Collected data entries
************
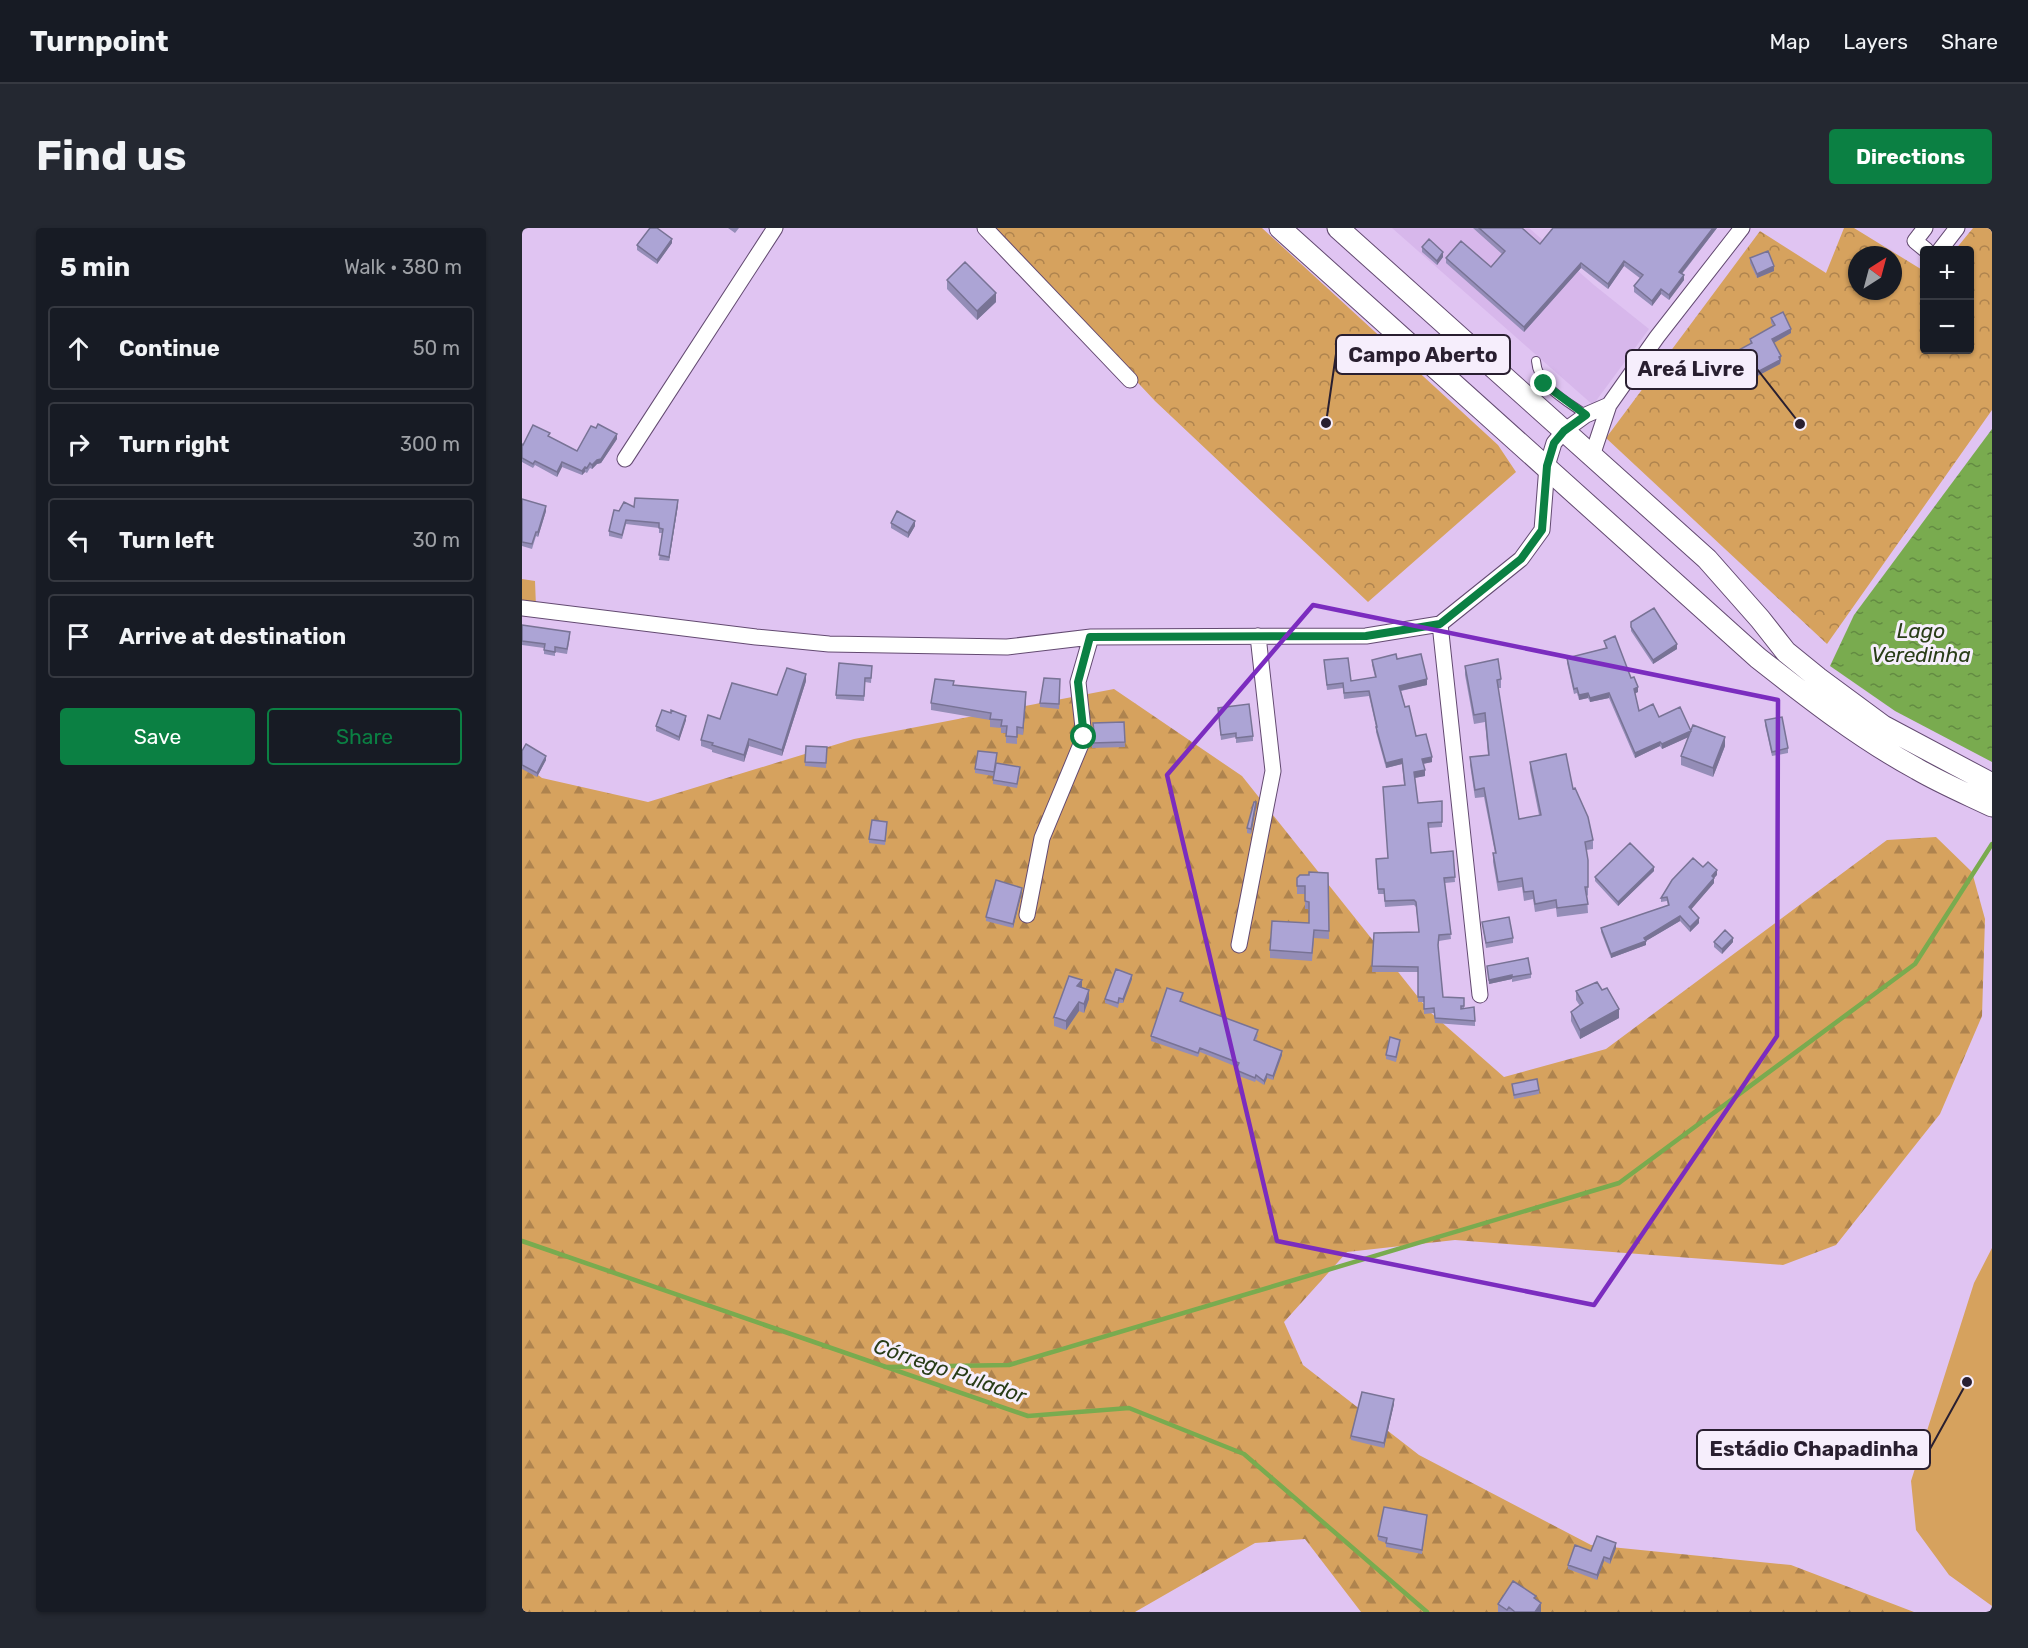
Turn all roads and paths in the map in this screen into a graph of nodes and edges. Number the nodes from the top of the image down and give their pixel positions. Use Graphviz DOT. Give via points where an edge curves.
graph roads {
  1 [pos="775,228"];
  2 [pos="985,228"];
  3 [pos="1280,228"];
  4 [pos="1338,228"];
  5 [pos="1742,228"];
  6 [pos="1925,228"];
  7 [pos="1957,228"];
  8 [pos="1921,246"];
  9 [pos="1943,246"];
  10 [pos="1536,361"];
  11 [pos="1130,380"];
  12 [pos="1609,405"];
  13 [pos="1586,415"];
  14 [pos="1564,431"];
  15 [pos="1592,456"];
  16 [pos="625,459"];
  17 [pos="1547,466"];
  18 [pos="522,608"];
  19 [pos="1440,624"];
  20 [pos="1258,636"];
  21 [pos="1090,637"];
  22 [pos="1992,784"];
  23 [pos="1992,806"];
  24 [pos="1027,915"];
  25 [pos="1239,945"];
  26 [pos="1480,995"];
  1 -- 16 [label="street"];
  2 -- 11 [label="street"];
  3 -- 17 [label="street"];
  4 -- 14 [label="street"];
  5 -- 12 [label="street"];
  6 -- 8 [label="street" via="1915,241"];
  7 -- 9 [label="street"];
  10 -- 13 [label="lane" via="1544,384"];
  12 -- 13 [label="street"];
  12 -- 15 [label="street"];
  13 -- 14 [label="street"];
  14 -- 15 [label="street"];
  14 -- 17 [label="street" via="1554,443"];
  15 -- 22 [label="street" via="1707,559 1786,652 1883,726"];
  17 -- 19 [label="street" via="1542,530 1521,559"];
  17 -- 23 [label="street" via="1758,658 1821,708 1918,770"];
  18 -- 21 [label="street" via="830,644 1007,646"];
  19 -- 20 [label="street" via="1366,636"];
  19 -- 26 [label="street"];
  20 -- 21 [label="street"];
  20 -- 25 [label="street" via="1273,771"];
  21 -- 24 [label="street" via="1078,682 1084,737 1042,838"];
}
************
Work required: Reprint the data verbatim, pictures excluded.

Result:
Turn all roads and paths in the map in this screen into a graph of nodes and edges. Number the nodes from the top of the image down and give their pixel positions. Use Graphviz DOT. Give via points where an edge curves.
graph roads {
  1 [pos="775,228"];
  2 [pos="985,228"];
  3 [pos="1280,228"];
  4 [pos="1338,228"];
  5 [pos="1742,228"];
  6 [pos="1925,228"];
  7 [pos="1957,228"];
  8 [pos="1921,246"];
  9 [pos="1943,246"];
  10 [pos="1536,361"];
  11 [pos="1130,380"];
  12 [pos="1609,405"];
  13 [pos="1586,415"];
  14 [pos="1564,431"];
  15 [pos="1592,456"];
  16 [pos="625,459"];
  17 [pos="1547,466"];
  18 [pos="522,608"];
  19 [pos="1440,624"];
  20 [pos="1258,636"];
  21 [pos="1090,637"];
  22 [pos="1992,784"];
  23 [pos="1992,806"];
  24 [pos="1027,915"];
  25 [pos="1239,945"];
  26 [pos="1480,995"];
  1 -- 16 [label="street"];
  2 -- 11 [label="street"];
  3 -- 17 [label="street"];
  4 -- 14 [label="street"];
  5 -- 12 [label="street"];
  6 -- 8 [label="street" via="1915,241"];
  7 -- 9 [label="street"];
  10 -- 13 [label="lane" via="1544,384"];
  12 -- 13 [label="street"];
  12 -- 15 [label="street"];
  13 -- 14 [label="street"];
  14 -- 15 [label="street"];
  14 -- 17 [label="street" via="1554,443"];
  15 -- 22 [label="street" via="1707,559 1786,652 1883,726"];
  17 -- 19 [label="street" via="1542,530 1521,559"];
  17 -- 23 [label="street" via="1758,658 1821,708 1918,770"];
  18 -- 21 [label="street" via="830,644 1007,646"];
  19 -- 20 [label="street" via="1366,636"];
  19 -- 26 [label="street"];
  20 -- 21 [label="street"];
  20 -- 25 [label="street" via="1273,771"];
  21 -- 24 [label="street" via="1078,682 1084,737 1042,838"];
}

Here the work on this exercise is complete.